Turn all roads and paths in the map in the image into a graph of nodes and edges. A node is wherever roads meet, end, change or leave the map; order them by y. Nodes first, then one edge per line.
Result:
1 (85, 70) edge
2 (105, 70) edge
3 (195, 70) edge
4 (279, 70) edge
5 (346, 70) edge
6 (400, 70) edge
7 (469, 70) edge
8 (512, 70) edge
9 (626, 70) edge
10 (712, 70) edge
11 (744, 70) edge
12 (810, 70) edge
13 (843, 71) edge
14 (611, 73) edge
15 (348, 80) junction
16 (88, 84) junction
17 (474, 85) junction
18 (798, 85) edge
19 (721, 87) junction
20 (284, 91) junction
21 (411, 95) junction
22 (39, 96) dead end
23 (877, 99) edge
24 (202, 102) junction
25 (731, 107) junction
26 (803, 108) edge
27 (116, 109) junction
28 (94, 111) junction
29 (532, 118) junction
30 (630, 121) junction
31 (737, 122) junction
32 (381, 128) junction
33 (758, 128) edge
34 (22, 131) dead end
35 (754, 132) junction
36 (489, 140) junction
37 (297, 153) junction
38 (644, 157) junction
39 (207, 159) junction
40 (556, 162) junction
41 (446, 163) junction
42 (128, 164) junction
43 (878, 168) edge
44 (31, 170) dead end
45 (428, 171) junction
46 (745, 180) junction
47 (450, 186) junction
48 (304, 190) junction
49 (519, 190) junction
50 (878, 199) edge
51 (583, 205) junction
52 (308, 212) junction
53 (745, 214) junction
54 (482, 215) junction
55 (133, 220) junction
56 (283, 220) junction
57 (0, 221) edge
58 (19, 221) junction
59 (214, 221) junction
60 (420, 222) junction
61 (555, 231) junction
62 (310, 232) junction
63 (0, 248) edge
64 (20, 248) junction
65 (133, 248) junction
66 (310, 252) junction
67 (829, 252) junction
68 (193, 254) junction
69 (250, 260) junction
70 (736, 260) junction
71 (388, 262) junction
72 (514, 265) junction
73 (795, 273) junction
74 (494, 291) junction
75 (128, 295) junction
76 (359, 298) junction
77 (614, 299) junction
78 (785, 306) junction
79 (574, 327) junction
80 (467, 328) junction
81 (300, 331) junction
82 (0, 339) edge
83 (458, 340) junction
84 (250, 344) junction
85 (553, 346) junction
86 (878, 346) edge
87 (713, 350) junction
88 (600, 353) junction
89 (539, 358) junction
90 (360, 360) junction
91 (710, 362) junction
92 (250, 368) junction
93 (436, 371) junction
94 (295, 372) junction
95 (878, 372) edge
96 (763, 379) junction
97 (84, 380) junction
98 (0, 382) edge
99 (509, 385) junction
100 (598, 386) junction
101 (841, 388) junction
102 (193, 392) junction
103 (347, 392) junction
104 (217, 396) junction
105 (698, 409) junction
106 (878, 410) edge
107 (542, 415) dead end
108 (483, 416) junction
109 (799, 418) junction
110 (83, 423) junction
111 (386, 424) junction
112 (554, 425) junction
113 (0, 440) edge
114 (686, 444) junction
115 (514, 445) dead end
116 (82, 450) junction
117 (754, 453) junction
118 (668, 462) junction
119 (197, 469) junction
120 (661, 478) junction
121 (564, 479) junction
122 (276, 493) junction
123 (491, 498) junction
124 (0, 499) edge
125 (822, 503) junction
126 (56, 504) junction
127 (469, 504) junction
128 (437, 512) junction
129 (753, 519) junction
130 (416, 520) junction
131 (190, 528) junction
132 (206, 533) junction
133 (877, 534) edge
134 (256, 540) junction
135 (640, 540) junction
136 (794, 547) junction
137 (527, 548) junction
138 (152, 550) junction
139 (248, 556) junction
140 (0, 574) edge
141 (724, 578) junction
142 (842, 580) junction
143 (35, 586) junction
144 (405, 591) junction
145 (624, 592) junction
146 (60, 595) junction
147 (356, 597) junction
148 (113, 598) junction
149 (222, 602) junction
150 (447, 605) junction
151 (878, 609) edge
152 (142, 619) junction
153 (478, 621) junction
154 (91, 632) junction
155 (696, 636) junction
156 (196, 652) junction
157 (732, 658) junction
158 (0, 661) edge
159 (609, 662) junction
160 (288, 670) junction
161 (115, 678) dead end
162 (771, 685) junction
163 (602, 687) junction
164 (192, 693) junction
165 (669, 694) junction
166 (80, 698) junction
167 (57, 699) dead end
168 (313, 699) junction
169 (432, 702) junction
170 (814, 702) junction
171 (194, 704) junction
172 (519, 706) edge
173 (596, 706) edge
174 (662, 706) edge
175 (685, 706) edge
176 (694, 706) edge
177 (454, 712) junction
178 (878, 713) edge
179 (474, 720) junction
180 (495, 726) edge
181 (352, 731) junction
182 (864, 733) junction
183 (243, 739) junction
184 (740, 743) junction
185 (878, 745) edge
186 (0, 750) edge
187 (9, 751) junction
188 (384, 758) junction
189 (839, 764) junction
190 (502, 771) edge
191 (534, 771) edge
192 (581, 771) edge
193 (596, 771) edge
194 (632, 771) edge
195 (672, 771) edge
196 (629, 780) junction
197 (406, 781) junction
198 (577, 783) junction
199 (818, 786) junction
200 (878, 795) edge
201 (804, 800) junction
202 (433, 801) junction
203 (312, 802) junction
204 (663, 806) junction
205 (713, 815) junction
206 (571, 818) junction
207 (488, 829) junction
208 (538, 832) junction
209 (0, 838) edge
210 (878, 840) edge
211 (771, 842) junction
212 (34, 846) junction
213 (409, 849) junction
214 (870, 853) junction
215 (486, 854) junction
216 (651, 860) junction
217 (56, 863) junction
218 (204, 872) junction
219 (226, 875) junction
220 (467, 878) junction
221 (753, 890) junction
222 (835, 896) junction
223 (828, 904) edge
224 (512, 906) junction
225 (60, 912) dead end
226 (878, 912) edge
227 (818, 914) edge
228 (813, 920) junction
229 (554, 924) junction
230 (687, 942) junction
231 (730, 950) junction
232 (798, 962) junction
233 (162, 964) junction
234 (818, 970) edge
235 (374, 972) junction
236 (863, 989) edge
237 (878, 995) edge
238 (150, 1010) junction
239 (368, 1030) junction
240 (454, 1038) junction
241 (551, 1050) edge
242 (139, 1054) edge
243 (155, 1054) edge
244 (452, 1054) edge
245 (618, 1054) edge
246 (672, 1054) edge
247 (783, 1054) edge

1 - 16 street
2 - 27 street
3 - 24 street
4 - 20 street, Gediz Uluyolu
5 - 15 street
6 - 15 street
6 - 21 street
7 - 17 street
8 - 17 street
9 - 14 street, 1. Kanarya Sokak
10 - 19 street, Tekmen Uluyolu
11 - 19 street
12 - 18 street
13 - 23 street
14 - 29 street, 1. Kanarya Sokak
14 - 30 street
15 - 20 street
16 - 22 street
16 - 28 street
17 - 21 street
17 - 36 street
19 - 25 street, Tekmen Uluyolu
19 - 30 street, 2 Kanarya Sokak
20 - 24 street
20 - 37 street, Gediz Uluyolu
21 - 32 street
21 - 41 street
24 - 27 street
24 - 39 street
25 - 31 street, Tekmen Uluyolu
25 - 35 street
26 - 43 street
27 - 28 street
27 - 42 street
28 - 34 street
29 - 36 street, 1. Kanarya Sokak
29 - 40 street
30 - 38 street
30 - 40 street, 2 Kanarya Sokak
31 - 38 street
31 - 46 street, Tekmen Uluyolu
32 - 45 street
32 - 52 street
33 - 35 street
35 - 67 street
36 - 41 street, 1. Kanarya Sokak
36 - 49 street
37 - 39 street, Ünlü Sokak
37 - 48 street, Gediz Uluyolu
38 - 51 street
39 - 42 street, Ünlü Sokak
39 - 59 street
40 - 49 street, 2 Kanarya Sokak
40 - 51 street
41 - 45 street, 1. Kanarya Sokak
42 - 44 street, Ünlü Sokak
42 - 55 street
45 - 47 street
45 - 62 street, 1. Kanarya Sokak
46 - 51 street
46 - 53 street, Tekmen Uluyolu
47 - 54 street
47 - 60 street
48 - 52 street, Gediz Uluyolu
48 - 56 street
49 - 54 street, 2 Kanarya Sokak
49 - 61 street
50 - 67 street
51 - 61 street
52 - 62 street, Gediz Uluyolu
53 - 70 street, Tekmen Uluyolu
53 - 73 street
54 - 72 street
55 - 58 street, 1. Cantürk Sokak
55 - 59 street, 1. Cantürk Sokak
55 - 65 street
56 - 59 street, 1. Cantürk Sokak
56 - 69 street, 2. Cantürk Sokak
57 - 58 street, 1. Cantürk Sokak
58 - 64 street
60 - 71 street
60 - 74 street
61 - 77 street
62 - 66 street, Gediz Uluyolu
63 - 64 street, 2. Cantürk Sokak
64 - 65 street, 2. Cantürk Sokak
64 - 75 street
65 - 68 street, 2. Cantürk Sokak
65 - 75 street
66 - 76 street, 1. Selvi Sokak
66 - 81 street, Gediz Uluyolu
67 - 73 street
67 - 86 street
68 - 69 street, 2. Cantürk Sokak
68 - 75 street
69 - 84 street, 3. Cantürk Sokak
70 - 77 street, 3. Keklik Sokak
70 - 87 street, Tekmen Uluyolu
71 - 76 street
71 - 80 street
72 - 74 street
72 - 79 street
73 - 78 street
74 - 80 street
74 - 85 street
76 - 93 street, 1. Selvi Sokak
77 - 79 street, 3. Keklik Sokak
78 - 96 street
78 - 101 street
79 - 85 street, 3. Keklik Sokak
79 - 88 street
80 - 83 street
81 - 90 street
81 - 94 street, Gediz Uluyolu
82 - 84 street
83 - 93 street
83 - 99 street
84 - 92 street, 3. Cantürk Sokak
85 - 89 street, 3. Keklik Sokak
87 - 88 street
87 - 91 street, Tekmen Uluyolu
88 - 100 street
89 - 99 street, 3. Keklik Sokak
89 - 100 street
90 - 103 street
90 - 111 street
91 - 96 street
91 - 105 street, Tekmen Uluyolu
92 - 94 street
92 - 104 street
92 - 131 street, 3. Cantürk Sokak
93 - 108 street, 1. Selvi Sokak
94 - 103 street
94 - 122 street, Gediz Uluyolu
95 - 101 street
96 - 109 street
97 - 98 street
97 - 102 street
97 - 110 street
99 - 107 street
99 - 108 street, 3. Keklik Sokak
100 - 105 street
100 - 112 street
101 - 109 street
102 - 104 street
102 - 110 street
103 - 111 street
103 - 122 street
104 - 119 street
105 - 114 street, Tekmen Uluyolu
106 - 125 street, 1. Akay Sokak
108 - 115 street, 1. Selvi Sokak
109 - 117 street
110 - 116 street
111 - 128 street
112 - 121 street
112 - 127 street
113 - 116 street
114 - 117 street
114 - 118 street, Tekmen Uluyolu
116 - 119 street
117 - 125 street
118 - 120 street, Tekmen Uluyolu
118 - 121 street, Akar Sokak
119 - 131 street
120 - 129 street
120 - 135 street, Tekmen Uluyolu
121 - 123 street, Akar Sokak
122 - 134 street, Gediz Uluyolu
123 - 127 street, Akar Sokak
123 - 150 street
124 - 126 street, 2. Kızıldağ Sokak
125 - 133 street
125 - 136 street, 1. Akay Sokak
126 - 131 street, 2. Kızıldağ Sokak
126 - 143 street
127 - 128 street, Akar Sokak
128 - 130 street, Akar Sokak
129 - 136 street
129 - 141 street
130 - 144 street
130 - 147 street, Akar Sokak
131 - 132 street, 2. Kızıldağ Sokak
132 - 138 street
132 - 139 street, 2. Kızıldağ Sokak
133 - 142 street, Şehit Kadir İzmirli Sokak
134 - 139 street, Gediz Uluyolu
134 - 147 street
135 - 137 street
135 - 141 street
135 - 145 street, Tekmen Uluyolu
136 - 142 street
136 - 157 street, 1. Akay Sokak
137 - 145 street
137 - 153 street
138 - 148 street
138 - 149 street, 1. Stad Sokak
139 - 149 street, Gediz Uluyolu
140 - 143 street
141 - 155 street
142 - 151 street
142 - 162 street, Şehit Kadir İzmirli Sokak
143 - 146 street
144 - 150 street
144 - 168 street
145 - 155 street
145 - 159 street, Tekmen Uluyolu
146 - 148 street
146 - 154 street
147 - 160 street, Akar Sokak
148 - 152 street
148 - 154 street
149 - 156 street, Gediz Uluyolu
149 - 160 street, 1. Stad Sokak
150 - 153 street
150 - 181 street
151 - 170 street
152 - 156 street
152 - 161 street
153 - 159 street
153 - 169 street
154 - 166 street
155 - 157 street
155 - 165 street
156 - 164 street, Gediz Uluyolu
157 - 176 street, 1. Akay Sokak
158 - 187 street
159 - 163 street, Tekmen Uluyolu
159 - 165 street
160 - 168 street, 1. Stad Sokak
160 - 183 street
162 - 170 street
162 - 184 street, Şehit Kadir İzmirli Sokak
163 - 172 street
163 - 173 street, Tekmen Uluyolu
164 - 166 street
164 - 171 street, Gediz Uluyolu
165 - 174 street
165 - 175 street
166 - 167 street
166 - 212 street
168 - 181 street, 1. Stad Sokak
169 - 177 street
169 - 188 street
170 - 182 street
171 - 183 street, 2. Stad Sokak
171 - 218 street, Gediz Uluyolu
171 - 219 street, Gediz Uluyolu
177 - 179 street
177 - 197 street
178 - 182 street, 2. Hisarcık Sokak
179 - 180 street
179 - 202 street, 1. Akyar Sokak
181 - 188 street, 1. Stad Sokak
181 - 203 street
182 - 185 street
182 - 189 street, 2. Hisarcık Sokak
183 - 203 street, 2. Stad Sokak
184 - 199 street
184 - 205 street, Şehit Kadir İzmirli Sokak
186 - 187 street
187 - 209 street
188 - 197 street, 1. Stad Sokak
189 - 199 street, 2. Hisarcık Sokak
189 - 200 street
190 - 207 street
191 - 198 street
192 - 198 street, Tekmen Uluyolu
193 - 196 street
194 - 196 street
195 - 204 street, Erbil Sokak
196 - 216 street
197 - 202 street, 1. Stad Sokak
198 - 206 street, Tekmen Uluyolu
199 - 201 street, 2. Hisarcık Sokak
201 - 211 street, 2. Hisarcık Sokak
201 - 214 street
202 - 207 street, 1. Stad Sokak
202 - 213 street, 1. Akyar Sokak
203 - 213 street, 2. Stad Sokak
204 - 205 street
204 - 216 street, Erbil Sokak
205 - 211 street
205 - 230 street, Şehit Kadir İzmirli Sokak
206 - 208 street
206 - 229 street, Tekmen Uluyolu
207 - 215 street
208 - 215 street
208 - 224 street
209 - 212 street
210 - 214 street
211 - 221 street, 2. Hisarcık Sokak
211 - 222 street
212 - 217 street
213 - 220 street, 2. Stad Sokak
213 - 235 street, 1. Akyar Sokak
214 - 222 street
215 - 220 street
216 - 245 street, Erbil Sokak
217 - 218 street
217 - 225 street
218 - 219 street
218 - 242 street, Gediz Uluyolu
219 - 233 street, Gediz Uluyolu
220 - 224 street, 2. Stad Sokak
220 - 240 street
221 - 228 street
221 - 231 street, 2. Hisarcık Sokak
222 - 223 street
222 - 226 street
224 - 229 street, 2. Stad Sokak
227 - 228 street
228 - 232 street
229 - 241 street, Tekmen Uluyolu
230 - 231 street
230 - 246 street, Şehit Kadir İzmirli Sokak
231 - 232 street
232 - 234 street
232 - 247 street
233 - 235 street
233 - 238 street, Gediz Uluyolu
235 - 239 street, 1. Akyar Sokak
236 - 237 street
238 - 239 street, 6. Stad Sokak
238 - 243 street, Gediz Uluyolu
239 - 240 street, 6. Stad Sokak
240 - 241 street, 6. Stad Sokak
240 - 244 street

● ● ● ● ●

**Work to be completed:** Could you copy each line in the listing above that includes the word "Akar"?

**Answer below:**
118 - 121 street, Akar Sokak
121 - 123 street, Akar Sokak
123 - 127 street, Akar Sokak
127 - 128 street, Akar Sokak
128 - 130 street, Akar Sokak
130 - 147 street, Akar Sokak
147 - 160 street, Akar Sokak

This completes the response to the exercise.